■ YOUR GOAL
In your copy, leave out the pictures and reproduce the listing below exactly.
** Opening SUPPLIED INFORMATION block **
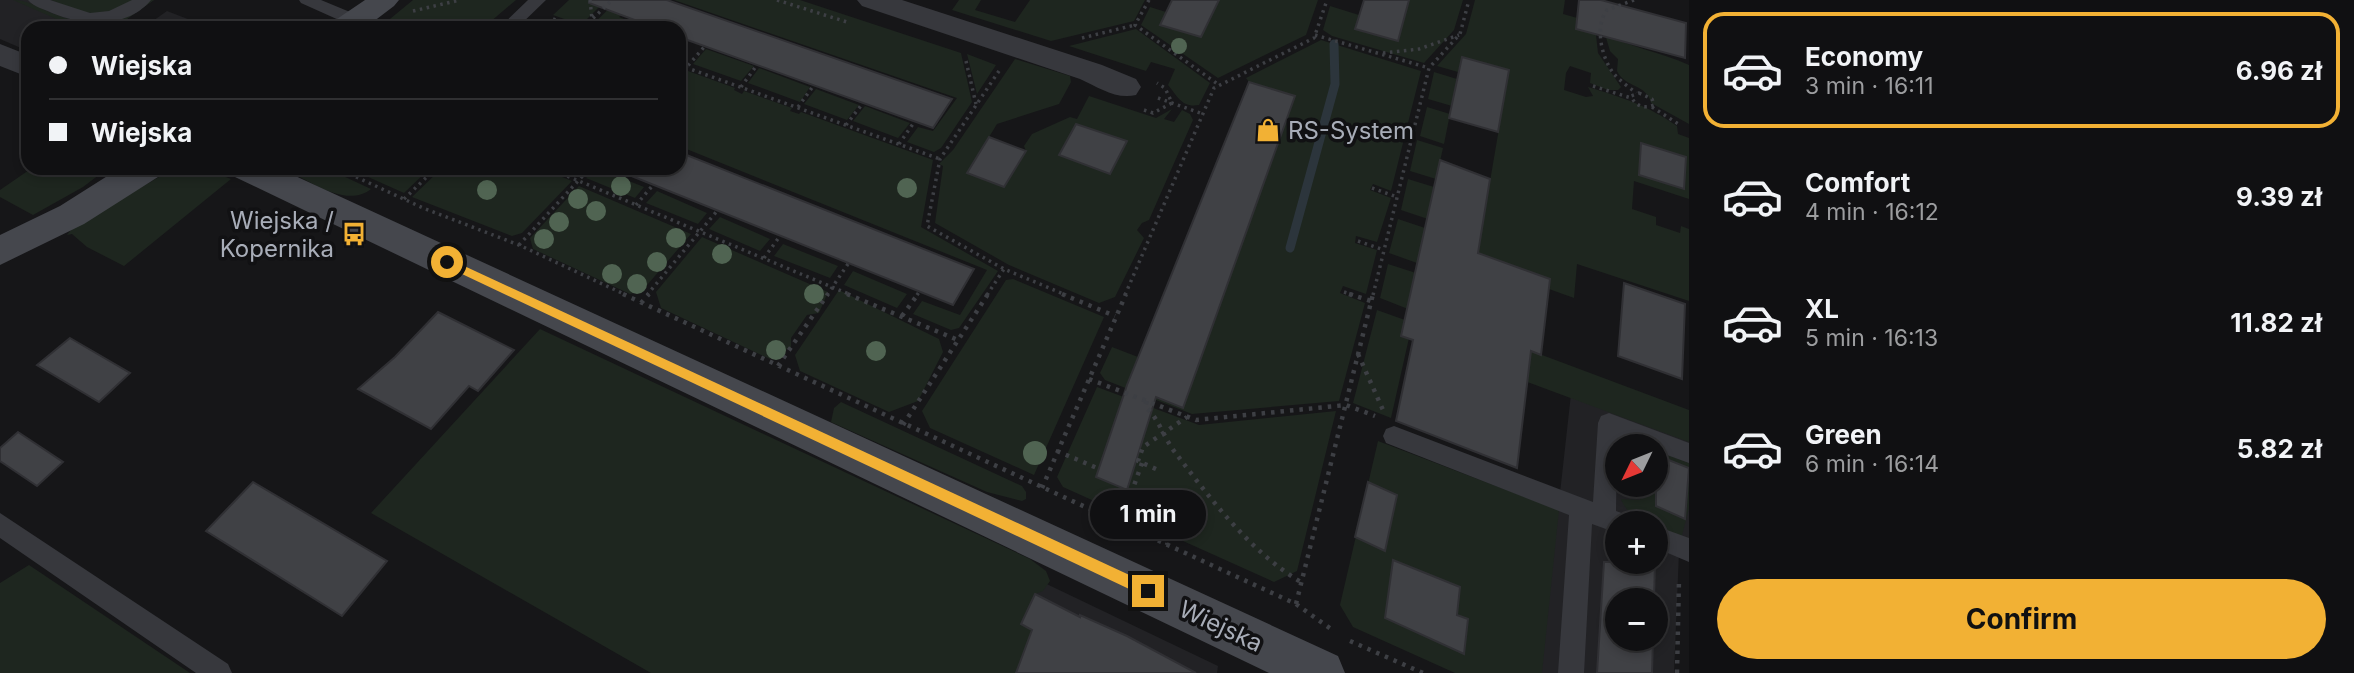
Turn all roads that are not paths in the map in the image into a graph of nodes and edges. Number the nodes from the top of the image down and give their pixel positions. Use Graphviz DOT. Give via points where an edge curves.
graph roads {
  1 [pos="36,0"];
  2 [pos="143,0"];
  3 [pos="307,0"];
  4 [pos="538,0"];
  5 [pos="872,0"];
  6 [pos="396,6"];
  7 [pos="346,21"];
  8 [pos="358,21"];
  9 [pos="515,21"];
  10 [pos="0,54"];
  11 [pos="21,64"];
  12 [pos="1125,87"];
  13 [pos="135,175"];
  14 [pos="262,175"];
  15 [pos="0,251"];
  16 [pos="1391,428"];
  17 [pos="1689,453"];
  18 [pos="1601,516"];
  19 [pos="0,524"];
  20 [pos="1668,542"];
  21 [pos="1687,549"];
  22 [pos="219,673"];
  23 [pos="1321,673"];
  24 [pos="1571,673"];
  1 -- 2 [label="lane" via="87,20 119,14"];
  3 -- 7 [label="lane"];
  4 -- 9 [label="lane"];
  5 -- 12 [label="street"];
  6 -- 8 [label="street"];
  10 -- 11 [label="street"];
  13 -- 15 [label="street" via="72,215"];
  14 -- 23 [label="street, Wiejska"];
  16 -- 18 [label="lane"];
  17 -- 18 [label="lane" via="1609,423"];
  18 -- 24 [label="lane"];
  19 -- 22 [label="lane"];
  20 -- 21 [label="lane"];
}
** Closing SUPPLIED INFORMATION block **
■ EXPECTED OUTPUT
Turn all roads that are not paths in the map in the image into a graph of nodes and edges. Number the nodes from the top of the image down and give their pixel positions. Use Graphviz DOT. Give via points where an edge curves.
graph roads {
  1 [pos="36,0"];
  2 [pos="143,0"];
  3 [pos="307,0"];
  4 [pos="538,0"];
  5 [pos="872,0"];
  6 [pos="396,6"];
  7 [pos="346,21"];
  8 [pos="358,21"];
  9 [pos="515,21"];
  10 [pos="0,54"];
  11 [pos="21,64"];
  12 [pos="1125,87"];
  13 [pos="135,175"];
  14 [pos="262,175"];
  15 [pos="0,251"];
  16 [pos="1391,428"];
  17 [pos="1689,453"];
  18 [pos="1601,516"];
  19 [pos="0,524"];
  20 [pos="1668,542"];
  21 [pos="1687,549"];
  22 [pos="219,673"];
  23 [pos="1321,673"];
  24 [pos="1571,673"];
  1 -- 2 [label="lane" via="87,20 119,14"];
  3 -- 7 [label="lane"];
  4 -- 9 [label="lane"];
  5 -- 12 [label="street"];
  6 -- 8 [label="street"];
  10 -- 11 [label="street"];
  13 -- 15 [label="street" via="72,215"];
  14 -- 23 [label="street, Wiejska"];
  16 -- 18 [label="lane"];
  17 -- 18 [label="lane" via="1609,423"];
  18 -- 24 [label="lane"];
  19 -- 22 [label="lane"];
  20 -- 21 [label="lane"];
}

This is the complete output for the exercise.